Narratives are currently in beta

Key Takeaways

  • The new order processing system and omnichannel retail strategy emphasize operational efficiency and digital sales growth, aiming for increased margins and sales.
  • Expansion of Extended Protection Plan and service offerings alongside improved logistics and reconditioning operations focus on higher-margin services and reduced costs to boost earnings.
  • CarMax faces increased credit risk, market challenges, and pressures on sales and margins due to economic factors, affecting profitability and operational efficiency.

Catalysts

About CarMax
    Through its subsidiaries, operates as a retailer of used vehicles and related products in the United States.
What are the underlying business or industry changes driving this perspective?
  • The rollout of a new order processing system across all stores and customer experience centers is expected to enhance operational efficiency and improve the shopping experience for customers, potentially leading to increased sales and improved margins.
  • The adoption of omnichannel retail experience and the increase in online retail unit sales from 14% to 15% indicate a growing trend towards digital sales, which could lead to higher revenue and potentially improved net margins due to the scalability of online channels.
  • The focus on expanding the Extended Protection Plan (EPP) and service offerings, which saw a 33% year-over-year increase in other gross profit, suggests a strategic move towards higher-margin services, expected to positively impact future earnings.
  • Efforts to drive down the cost of goods sold through increased efficiency in logistics and reconditioning operations indicate a focus on improving net margins by reducing operational costs and potentially passing savings onto customers to drive volume.
  • The testing and expected full rollout of a new full-spectrum underwriting model for CarMax Auto Finance (CAF) aim to capture a larger share of the finance market across all credit tiers, which is anticipated to drive revenue growth and contribute positively to earnings through higher finance income.

Assumptions

How have these above catalysts been quantified?
  • Analysts are assuming CarMax's revenue will grow by 2.2% annually over the next 3 years.
  • Analysts assume that profit margins will increase from 1.5% today to 3.4% in 3 years time.
  • Analysts expect earnings to reach $1.0 billion (and earnings per share of $6.92) by about September 2027, up from $417.5 million today.
  • In order for the above numbers to justify the analysts price target, the company would need to trade at a PE ratio of 15.7x on those 2027 earnings, down from 28.7x today.
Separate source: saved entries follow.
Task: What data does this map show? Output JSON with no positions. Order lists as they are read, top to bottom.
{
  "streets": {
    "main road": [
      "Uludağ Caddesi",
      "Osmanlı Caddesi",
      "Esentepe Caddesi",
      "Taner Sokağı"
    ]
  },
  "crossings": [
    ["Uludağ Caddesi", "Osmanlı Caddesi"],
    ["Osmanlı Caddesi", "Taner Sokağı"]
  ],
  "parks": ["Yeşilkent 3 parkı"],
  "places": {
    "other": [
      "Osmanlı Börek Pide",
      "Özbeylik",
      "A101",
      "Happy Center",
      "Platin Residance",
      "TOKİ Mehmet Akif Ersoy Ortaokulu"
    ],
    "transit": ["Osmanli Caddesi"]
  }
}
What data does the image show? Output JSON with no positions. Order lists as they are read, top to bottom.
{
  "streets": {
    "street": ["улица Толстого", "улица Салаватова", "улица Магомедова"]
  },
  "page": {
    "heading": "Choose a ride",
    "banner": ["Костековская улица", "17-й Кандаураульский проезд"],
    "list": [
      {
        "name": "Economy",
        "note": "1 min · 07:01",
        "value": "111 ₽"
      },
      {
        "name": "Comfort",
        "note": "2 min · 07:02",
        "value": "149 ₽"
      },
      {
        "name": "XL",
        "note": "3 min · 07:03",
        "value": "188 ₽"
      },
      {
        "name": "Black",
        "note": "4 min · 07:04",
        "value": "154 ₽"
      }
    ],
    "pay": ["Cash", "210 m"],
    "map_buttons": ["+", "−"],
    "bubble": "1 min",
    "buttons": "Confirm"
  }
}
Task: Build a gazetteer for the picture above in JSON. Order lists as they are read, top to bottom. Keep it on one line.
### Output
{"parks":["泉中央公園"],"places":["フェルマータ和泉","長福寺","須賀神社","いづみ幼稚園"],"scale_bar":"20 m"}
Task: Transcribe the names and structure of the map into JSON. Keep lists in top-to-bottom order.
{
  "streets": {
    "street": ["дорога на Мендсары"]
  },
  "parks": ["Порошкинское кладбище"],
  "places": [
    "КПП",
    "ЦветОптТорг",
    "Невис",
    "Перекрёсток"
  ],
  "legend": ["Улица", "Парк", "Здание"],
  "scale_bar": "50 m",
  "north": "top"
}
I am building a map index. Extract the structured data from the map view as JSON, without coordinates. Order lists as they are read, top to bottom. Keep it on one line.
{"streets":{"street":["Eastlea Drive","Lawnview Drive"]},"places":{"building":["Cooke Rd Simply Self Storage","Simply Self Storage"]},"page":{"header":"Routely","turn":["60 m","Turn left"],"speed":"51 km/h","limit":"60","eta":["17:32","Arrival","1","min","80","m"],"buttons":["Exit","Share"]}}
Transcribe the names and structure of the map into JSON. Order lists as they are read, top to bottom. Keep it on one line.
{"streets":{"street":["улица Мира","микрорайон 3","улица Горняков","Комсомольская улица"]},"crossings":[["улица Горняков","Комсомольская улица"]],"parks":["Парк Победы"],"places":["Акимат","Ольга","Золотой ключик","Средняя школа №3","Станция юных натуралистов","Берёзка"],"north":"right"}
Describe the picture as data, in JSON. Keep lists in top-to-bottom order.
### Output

This future PE is greater than the current PE for the US Specialty Retail industry at 15.3x.
  • Analysts expect the number of shares outstanding to decline by 2.36% per year for the next 3 years.
  • To value all of this in today's dollars, we will use a discount rate of 10.39%, as per the Simply Wall St company report.

Risks

What could happen that would invalidate this narrative?
  • The increasing loan loss provision, with a year-over-year provision increase of $23 million, indicates a rising level of credit risk which could affect CarMax’s profitability by increasing its credit losses.
  • Industry-wide auto loan losses and the specific mention of a $52 million adjustment in estimates for lifetime losses on existing loans reflect broader credit market challenges that could affect CarMax Auto Finance's (CAF) income and overall financial health.
  • The potential impact of macroeconomic factors such as inflation and high interest rates on consumer affordability and sales volume, which could result in lower retail sales and impact revenue.
  • The reliance on wholesale vehicle margin which, despite remaining stable, faces pressure from fluctuating market prices and supply chain constraints, potentially affecting gross profits in the wholesale segment.
  • The anticipated expenses related to optimizing logistics operations, with expected charges of less than $10 million in the near term, which could impact net earnings and affect operational efficiency.

Valuation

How have all the factors above been brought together to estimate a fair value?
  • The analysts have a consensus price target of $81.88 for CarMax based on their expectations of its future earnings growth, profit margins and other risk factors. However, there is a degree of disagreement amongst analysts, with the most bullish reporting a price target of $123.0, and the most bearish reporting a price target of just $50.0.
  • In order for you to agree with the analyst's consensus, you'd need to believe that by 2027, revenues will be $29.6 billion, earnings will come to $1.0 billion, and it would be trading on a PE ratio of 15.7x, assuming you use a discount rate of 10.4%.
  • Given the current share price of $77.32, the analyst's price target of $81.88 is 5.6% higher. The relatively low difference between the current share price and the analyst consensus price target indicates that they believe on average, the company is fairly priced.
  • We always encourage you to reach your own conclusions though. So sense check these analyst numbers against your own assumptions and expectations based on your understanding of the business and what you believe is probable.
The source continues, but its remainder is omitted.